Work item: Every line in the data below has to be repeated exactly; no picture belongs in the result.

Collected data entries:

↓↓↓

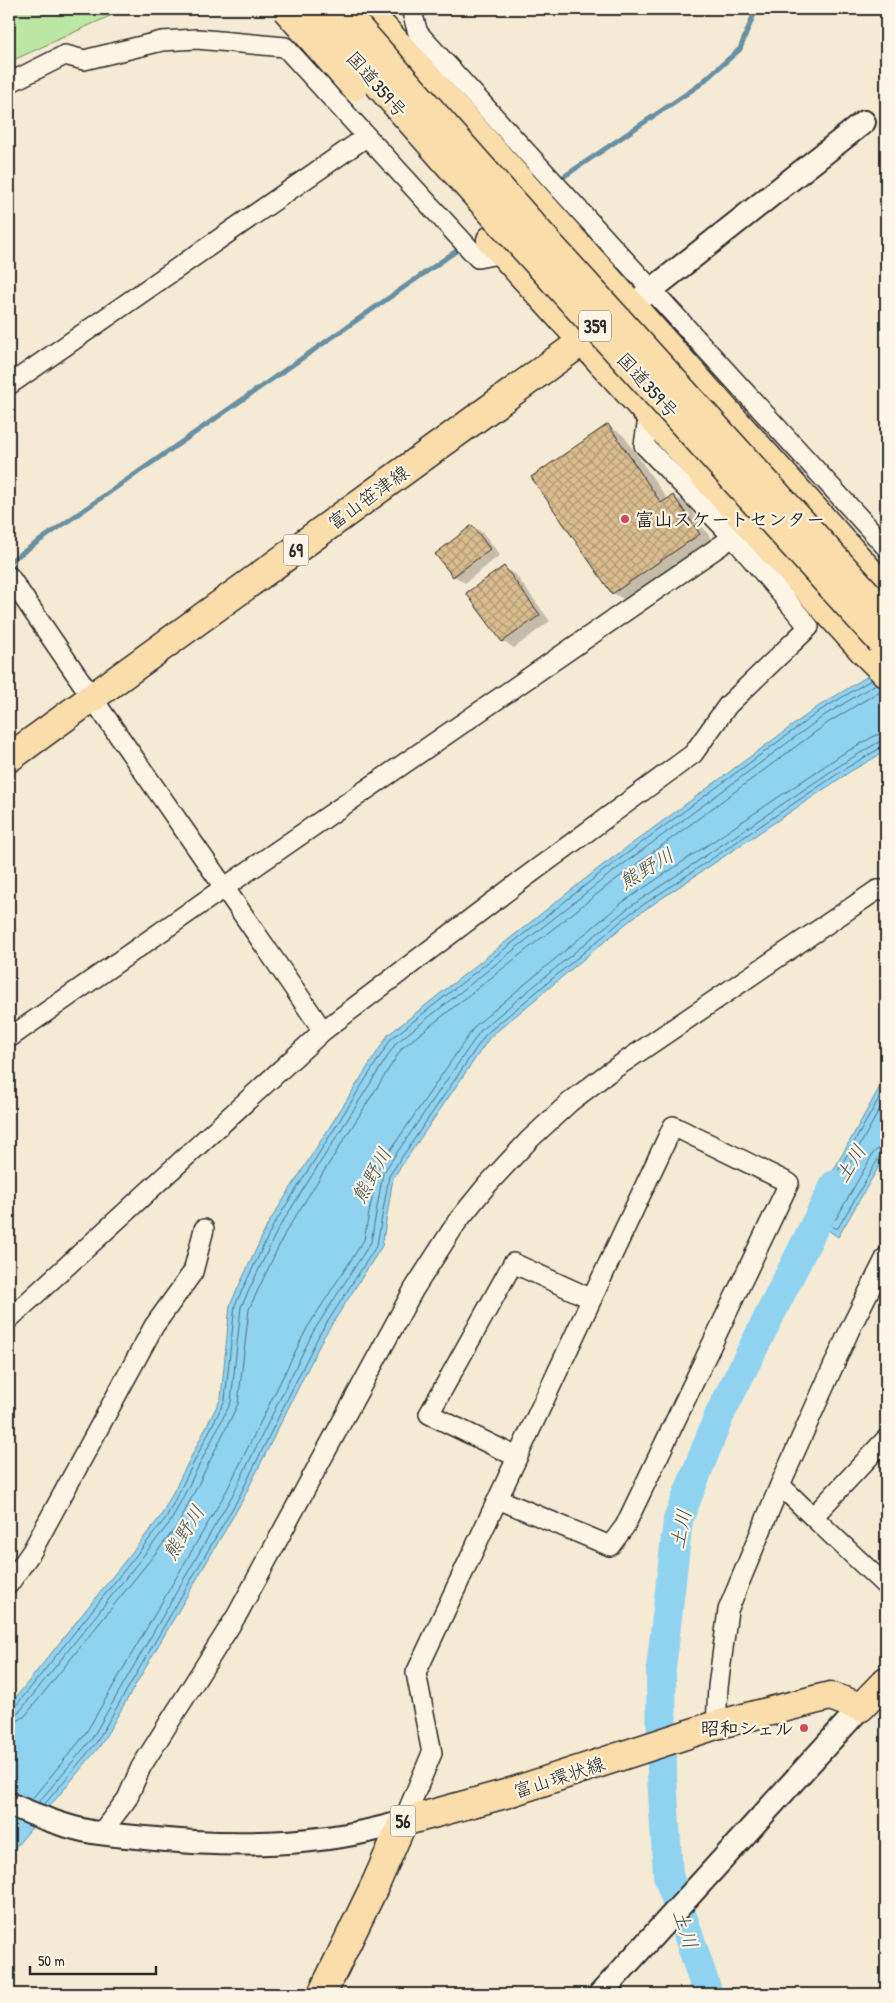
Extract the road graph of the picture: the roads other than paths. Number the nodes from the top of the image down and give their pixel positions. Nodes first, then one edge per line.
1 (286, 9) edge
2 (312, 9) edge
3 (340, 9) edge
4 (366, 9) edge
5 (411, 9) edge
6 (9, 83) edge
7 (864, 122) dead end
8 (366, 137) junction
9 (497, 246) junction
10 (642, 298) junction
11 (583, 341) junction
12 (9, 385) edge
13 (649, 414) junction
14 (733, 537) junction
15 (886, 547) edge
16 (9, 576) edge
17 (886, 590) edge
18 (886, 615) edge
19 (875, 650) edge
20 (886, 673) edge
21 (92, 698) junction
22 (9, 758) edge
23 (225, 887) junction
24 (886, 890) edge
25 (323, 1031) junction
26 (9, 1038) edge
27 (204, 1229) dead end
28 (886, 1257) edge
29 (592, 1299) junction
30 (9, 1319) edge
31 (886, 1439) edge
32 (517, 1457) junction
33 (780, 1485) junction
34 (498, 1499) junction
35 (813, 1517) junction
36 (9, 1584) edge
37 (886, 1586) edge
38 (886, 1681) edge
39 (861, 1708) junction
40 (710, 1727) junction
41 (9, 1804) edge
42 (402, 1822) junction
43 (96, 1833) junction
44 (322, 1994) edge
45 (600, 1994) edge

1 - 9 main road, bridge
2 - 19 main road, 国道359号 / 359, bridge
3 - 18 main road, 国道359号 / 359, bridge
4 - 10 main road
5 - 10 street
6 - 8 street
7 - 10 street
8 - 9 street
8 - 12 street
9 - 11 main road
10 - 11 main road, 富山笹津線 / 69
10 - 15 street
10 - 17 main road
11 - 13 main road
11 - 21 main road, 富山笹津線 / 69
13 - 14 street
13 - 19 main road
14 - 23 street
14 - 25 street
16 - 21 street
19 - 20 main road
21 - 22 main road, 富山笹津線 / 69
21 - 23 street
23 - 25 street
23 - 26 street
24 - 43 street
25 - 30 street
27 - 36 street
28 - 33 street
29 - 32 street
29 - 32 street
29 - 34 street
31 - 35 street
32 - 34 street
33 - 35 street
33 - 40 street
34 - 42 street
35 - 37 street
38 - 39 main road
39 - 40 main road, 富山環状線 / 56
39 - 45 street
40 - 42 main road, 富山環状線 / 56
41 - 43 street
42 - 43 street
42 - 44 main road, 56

↑↑↑

Solution to this task:
Extract the road graph of the picture: the roads other than paths. Number the nodes from the top of the image down and give their pixel positions. Nodes first, then one edge per line.
1 (286, 9) edge
2 (312, 9) edge
3 (340, 9) edge
4 (366, 9) edge
5 (411, 9) edge
6 (9, 83) edge
7 (864, 122) dead end
8 (366, 137) junction
9 (497, 246) junction
10 (642, 298) junction
11 (583, 341) junction
12 (9, 385) edge
13 (649, 414) junction
14 (733, 537) junction
15 (886, 547) edge
16 (9, 576) edge
17 (886, 590) edge
18 (886, 615) edge
19 (875, 650) edge
20 (886, 673) edge
21 (92, 698) junction
22 (9, 758) edge
23 (225, 887) junction
24 (886, 890) edge
25 (323, 1031) junction
26 (9, 1038) edge
27 (204, 1229) dead end
28 (886, 1257) edge
29 (592, 1299) junction
30 (9, 1319) edge
31 (886, 1439) edge
32 (517, 1457) junction
33 (780, 1485) junction
34 (498, 1499) junction
35 (813, 1517) junction
36 (9, 1584) edge
37 (886, 1586) edge
38 (886, 1681) edge
39 (861, 1708) junction
40 (710, 1727) junction
41 (9, 1804) edge
42 (402, 1822) junction
43 (96, 1833) junction
44 (322, 1994) edge
45 (600, 1994) edge

1 - 9 main road, bridge
2 - 19 main road, 国道359号 / 359, bridge
3 - 18 main road, 国道359号 / 359, bridge
4 - 10 main road
5 - 10 street
6 - 8 street
7 - 10 street
8 - 9 street
8 - 12 street
9 - 11 main road
10 - 11 main road, 富山笹津線 / 69
10 - 15 street
10 - 17 main road
11 - 13 main road
11 - 21 main road, 富山笹津線 / 69
13 - 14 street
13 - 19 main road
14 - 23 street
14 - 25 street
16 - 21 street
19 - 20 main road
21 - 22 main road, 富山笹津線 / 69
21 - 23 street
23 - 25 street
23 - 26 street
24 - 43 street
25 - 30 street
27 - 36 street
28 - 33 street
29 - 32 street
29 - 32 street
29 - 34 street
31 - 35 street
32 - 34 street
33 - 35 street
33 - 40 street
34 - 42 street
35 - 37 street
38 - 39 main road
39 - 40 main road, 富山環状線 / 56
39 - 45 street
40 - 42 main road, 富山環状線 / 56
41 - 43 street
42 - 43 street
42 - 44 main road, 56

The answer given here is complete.